英MRC Epidemiology UnitのUlf Ekelund氏

 運動量が増えるに従って、肥満の有無や程度にかかわらず、2型糖尿病リスクは減少することが示された。これは、英MRC Epidemiology UnitのUlf Ekelund氏らが、1万6000人超について12年追跡し明らかにしたもので、9月12日から16日までリスボンで開催された欧州糖尿病学会(EASD2011)で発表した。

 これまでに、運動量と2型糖尿病リスクとの関連を示した試験結果はあるが、被験者数が不十分で、BMIや胴囲などといった肥満について、併せて分析を行った試験は珍しいという。

 同研究グループは、欧州で行われている約50万人を対象にしたコホート試験、Europian Prospective Investigation into Cancer (EPIC)の中から、無作為に1万6154人を抽出し、ケース・コホート試験を行った。
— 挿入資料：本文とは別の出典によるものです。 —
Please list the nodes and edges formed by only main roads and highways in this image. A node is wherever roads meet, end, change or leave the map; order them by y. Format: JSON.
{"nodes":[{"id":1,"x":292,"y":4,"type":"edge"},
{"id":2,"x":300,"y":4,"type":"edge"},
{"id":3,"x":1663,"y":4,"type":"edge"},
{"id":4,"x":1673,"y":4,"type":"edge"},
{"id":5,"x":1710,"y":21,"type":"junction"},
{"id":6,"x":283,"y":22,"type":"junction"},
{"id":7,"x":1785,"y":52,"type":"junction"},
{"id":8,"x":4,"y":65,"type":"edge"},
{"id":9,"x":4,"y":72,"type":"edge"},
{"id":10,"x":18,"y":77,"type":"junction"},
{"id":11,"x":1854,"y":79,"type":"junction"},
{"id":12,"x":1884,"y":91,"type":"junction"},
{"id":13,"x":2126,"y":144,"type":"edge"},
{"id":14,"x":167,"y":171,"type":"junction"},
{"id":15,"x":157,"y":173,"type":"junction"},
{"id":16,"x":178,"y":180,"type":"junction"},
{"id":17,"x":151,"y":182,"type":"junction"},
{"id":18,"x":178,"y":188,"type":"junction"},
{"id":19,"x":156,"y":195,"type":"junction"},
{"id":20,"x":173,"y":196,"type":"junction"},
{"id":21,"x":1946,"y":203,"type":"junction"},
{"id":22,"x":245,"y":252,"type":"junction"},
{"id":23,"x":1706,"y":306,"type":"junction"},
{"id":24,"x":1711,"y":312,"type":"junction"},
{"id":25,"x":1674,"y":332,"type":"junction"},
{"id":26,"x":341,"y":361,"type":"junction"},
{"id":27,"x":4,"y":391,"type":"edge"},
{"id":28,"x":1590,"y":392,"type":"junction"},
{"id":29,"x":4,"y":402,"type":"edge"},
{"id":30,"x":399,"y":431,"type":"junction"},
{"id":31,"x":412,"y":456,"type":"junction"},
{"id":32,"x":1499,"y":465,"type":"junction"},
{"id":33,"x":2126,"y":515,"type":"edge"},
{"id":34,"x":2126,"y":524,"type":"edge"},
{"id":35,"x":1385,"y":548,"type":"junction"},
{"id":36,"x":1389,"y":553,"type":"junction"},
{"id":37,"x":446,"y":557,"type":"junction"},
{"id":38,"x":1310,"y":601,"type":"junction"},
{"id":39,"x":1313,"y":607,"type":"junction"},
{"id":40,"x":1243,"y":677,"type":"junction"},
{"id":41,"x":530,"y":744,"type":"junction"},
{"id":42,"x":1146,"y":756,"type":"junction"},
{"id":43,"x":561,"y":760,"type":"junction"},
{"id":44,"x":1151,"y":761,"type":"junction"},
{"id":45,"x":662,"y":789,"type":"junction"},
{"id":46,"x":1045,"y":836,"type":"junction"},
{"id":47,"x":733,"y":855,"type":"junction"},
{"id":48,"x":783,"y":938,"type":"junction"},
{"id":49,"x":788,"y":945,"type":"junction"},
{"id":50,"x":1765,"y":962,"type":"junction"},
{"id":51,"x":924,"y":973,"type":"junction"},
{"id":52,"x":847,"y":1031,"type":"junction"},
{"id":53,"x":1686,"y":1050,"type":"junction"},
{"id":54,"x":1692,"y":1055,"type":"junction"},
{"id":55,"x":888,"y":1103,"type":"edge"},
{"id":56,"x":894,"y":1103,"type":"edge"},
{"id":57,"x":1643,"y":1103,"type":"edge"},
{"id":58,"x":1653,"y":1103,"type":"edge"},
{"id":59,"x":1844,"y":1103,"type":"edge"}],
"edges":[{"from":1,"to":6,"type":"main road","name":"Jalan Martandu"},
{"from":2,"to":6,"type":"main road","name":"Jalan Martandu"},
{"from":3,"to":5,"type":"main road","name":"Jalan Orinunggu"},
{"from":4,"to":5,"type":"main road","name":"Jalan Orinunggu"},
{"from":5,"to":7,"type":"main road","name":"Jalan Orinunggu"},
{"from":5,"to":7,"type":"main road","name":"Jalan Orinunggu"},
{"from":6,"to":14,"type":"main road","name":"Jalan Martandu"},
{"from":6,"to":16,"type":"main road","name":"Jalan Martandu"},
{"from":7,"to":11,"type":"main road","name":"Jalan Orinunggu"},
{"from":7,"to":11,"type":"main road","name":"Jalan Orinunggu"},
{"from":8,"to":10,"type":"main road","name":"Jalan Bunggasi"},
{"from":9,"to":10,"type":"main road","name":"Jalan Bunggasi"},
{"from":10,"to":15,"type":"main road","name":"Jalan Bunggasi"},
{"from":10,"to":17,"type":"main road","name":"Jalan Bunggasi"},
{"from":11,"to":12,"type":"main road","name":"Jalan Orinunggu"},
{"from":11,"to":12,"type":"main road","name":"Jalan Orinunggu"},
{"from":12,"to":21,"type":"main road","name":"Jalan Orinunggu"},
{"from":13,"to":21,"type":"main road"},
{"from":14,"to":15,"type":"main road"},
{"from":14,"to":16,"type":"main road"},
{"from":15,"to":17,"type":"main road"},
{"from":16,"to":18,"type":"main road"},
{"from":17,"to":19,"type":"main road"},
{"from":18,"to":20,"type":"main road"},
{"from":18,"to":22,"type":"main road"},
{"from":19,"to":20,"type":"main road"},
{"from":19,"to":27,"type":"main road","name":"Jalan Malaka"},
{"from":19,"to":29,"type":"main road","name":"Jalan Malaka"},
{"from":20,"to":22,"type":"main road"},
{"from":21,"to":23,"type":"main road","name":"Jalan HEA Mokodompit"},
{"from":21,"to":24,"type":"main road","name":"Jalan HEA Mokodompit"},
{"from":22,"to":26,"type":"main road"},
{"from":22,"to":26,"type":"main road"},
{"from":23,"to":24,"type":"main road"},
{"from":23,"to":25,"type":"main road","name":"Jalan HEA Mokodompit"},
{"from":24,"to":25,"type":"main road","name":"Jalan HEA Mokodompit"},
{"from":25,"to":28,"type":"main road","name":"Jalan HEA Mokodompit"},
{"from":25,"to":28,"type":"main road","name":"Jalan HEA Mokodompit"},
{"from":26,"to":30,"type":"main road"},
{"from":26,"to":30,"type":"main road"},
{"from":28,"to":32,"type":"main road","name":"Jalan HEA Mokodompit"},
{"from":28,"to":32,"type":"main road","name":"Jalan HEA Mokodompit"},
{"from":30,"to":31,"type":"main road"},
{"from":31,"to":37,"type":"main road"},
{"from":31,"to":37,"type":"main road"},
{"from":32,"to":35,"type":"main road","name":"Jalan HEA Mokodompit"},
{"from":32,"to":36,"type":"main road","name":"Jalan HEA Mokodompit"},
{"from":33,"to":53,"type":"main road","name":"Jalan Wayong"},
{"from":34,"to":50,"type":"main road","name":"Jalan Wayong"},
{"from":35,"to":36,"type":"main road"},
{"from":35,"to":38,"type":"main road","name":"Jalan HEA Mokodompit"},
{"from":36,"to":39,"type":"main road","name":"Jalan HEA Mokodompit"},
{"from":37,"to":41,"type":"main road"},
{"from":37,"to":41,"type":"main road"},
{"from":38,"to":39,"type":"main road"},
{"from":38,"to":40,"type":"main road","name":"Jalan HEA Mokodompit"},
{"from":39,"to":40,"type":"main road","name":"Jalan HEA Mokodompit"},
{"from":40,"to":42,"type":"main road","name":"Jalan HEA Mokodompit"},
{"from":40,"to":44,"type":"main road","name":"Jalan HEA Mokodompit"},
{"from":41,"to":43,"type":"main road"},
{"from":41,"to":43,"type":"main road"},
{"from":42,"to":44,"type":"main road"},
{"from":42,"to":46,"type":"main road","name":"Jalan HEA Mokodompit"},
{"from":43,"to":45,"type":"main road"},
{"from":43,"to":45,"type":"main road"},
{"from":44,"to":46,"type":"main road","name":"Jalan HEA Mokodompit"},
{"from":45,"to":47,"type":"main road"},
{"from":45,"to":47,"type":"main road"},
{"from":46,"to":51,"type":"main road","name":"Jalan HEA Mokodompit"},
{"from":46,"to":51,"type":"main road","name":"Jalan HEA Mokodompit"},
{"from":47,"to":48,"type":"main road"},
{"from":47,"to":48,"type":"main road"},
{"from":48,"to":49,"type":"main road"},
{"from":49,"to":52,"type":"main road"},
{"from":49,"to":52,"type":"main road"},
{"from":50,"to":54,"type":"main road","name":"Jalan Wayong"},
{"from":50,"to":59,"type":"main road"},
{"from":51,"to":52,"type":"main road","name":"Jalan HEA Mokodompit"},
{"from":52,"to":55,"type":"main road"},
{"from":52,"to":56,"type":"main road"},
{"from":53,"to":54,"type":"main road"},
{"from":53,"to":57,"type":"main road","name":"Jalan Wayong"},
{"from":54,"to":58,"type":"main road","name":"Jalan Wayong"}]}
追跡期間は平均12.3年(19万2876人・年)だった。運動量については、仕事と余暇の運動レベルについて、それぞれ被験者の自己申告を元に、4つのグループに分類した。肥満の程度については、BMIまたは胴囲(男性では94cm超が肥満、女性は80cm超が肥満)を使った。

 糖尿病発症リスクと運動量の関連について、Cox回帰分析を行った。年齢、喫煙の有無、教育レベル、アルコール摂取、試験実施センターについては、補正を行った。

 追跡期間中、男性の6.3%、女性の3.9%が、2型糖尿病を発症した。回帰分析の結果、2型糖尿病発症リスクは運動量が多いほど低く、4段階の運動レベルが1段階上がることによるハザード比は、肥満についてBMIを用いた場合、0.87(95%信頼区間:0.80‐0.94)だった。女性については男性ほど顕著ではないものの、同様の傾向が認められ、同ハザード比は0.93(同:0.89‐0.98)だった。

 運動量とBMIを合わせて比較したところ、体格指数25未満の非肥満群では、運動量の最低群は最高群に比べ、2型糖尿病発症のハザード比は1.81、同指数25〜30群の同ハザード比は1.36、同指数30超群の同ハザード比は1.38と、いずれのBMI群でも、運動量が減るにつれて発症リスクは増大する傾向が認められた(傾向に関するp<0.003)。女性についても同様な傾向が認められ、同ハザード比は体格指数25未満群で1.50、同指数25〜30群で1.41、同指数30超群で1.20だった(傾向に関するp<0.003)。

 肥満について胴囲で分けて見ても、運動量最低群の最高群に対する2型糖尿病発症に関するハザード比は、男性の94cm未満の群で1.44、94cm以上群で1.38、女性の80cm未満の群で1.22、80cm以上群で1.08だった。

 Ekelund氏は、「肥満の程度にかかわらず、2型糖尿病予防対策としては、体重減少だけでなく運動量の増加も重要だ」と結んだ。